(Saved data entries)
+---+
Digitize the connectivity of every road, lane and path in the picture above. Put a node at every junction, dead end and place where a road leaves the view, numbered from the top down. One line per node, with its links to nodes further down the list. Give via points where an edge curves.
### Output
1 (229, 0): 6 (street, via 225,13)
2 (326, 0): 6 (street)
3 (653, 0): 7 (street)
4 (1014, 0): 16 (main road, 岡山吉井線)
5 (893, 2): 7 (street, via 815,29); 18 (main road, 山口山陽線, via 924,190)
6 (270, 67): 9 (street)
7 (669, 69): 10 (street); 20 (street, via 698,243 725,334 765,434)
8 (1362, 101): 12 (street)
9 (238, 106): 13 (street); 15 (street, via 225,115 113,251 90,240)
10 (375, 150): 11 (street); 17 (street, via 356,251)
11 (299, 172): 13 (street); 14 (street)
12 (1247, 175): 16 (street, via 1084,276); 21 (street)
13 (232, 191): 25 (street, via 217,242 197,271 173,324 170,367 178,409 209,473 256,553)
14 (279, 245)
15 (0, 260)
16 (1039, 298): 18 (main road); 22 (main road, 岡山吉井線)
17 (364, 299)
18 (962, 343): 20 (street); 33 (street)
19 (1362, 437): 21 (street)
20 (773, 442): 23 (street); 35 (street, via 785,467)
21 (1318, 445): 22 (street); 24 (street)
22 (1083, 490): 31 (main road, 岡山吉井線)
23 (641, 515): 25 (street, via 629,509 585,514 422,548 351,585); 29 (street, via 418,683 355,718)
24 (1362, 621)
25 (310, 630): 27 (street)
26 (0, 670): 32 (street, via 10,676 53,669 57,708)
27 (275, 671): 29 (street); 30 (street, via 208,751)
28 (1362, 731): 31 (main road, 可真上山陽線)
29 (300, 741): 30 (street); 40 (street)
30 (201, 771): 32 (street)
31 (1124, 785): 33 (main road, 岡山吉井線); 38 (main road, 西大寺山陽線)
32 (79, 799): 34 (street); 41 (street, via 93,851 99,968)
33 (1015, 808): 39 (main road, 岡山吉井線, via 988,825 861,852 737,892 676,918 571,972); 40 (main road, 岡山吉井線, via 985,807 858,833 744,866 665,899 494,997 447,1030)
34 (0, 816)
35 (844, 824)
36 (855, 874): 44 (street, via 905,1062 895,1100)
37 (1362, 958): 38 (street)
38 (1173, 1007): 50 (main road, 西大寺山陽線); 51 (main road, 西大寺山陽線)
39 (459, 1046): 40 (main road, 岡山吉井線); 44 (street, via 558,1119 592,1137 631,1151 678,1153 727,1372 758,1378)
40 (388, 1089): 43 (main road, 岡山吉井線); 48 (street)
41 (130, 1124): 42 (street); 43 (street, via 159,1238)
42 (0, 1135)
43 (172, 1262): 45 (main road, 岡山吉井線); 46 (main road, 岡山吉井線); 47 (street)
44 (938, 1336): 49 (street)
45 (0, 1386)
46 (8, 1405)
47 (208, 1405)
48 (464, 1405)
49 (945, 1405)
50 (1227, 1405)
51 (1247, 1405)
+---+
What needs to be done.
The required result is a verbatim copy of all the entries.

Problem solution.
Digitize the connectivity of every road, lane and path in the picture above. Put a node at every junction, dead end and place where a road leaves the view, numbered from the top down. One line per node, with its links to nodes further down the list. Give via points where an edge curves.
### Output
1 (229, 0): 6 (street, via 225,13)
2 (326, 0): 6 (street)
3 (653, 0): 7 (street)
4 (1014, 0): 16 (main road, 岡山吉井線)
5 (893, 2): 7 (street, via 815,29); 18 (main road, 山口山陽線, via 924,190)
6 (270, 67): 9 (street)
7 (669, 69): 10 (street); 20 (street, via 698,243 725,334 765,434)
8 (1362, 101): 12 (street)
9 (238, 106): 13 (street); 15 (street, via 225,115 113,251 90,240)
10 (375, 150): 11 (street); 17 (street, via 356,251)
11 (299, 172): 13 (street); 14 (street)
12 (1247, 175): 16 (street, via 1084,276); 21 (street)
13 (232, 191): 25 (street, via 217,242 197,271 173,324 170,367 178,409 209,473 256,553)
14 (279, 245)
15 (0, 260)
16 (1039, 298): 18 (main road); 22 (main road, 岡山吉井線)
17 (364, 299)
18 (962, 343): 20 (street); 33 (street)
19 (1362, 437): 21 (street)
20 (773, 442): 23 (street); 35 (street, via 785,467)
21 (1318, 445): 22 (street); 24 (street)
22 (1083, 490): 31 (main road, 岡山吉井線)
23 (641, 515): 25 (street, via 629,509 585,514 422,548 351,585); 29 (street, via 418,683 355,718)
24 (1362, 621)
25 (310, 630): 27 (street)
26 (0, 670): 32 (street, via 10,676 53,669 57,708)
27 (275, 671): 29 (street); 30 (street, via 208,751)
28 (1362, 731): 31 (main road, 可真上山陽線)
29 (300, 741): 30 (street); 40 (street)
30 (201, 771): 32 (street)
31 (1124, 785): 33 (main road, 岡山吉井線); 38 (main road, 西大寺山陽線)
32 (79, 799): 34 (street); 41 (street, via 93,851 99,968)
33 (1015, 808): 39 (main road, 岡山吉井線, via 988,825 861,852 737,892 676,918 571,972); 40 (main road, 岡山吉井線, via 985,807 858,833 744,866 665,899 494,997 447,1030)
34 (0, 816)
35 (844, 824)
36 (855, 874): 44 (street, via 905,1062 895,1100)
37 (1362, 958): 38 (street)
38 (1173, 1007): 50 (main road, 西大寺山陽線); 51 (main road, 西大寺山陽線)
39 (459, 1046): 40 (main road, 岡山吉井線); 44 (street, via 558,1119 592,1137 631,1151 678,1153 727,1372 758,1378)
40 (388, 1089): 43 (main road, 岡山吉井線); 48 (street)
41 (130, 1124): 42 (street); 43 (street, via 159,1238)
42 (0, 1135)
43 (172, 1262): 45 (main road, 岡山吉井線); 46 (main road, 岡山吉井線); 47 (street)
44 (938, 1336): 49 (street)
45 (0, 1386)
46 (8, 1405)
47 (208, 1405)
48 (464, 1405)
49 (945, 1405)
50 (1227, 1405)
51 (1247, 1405)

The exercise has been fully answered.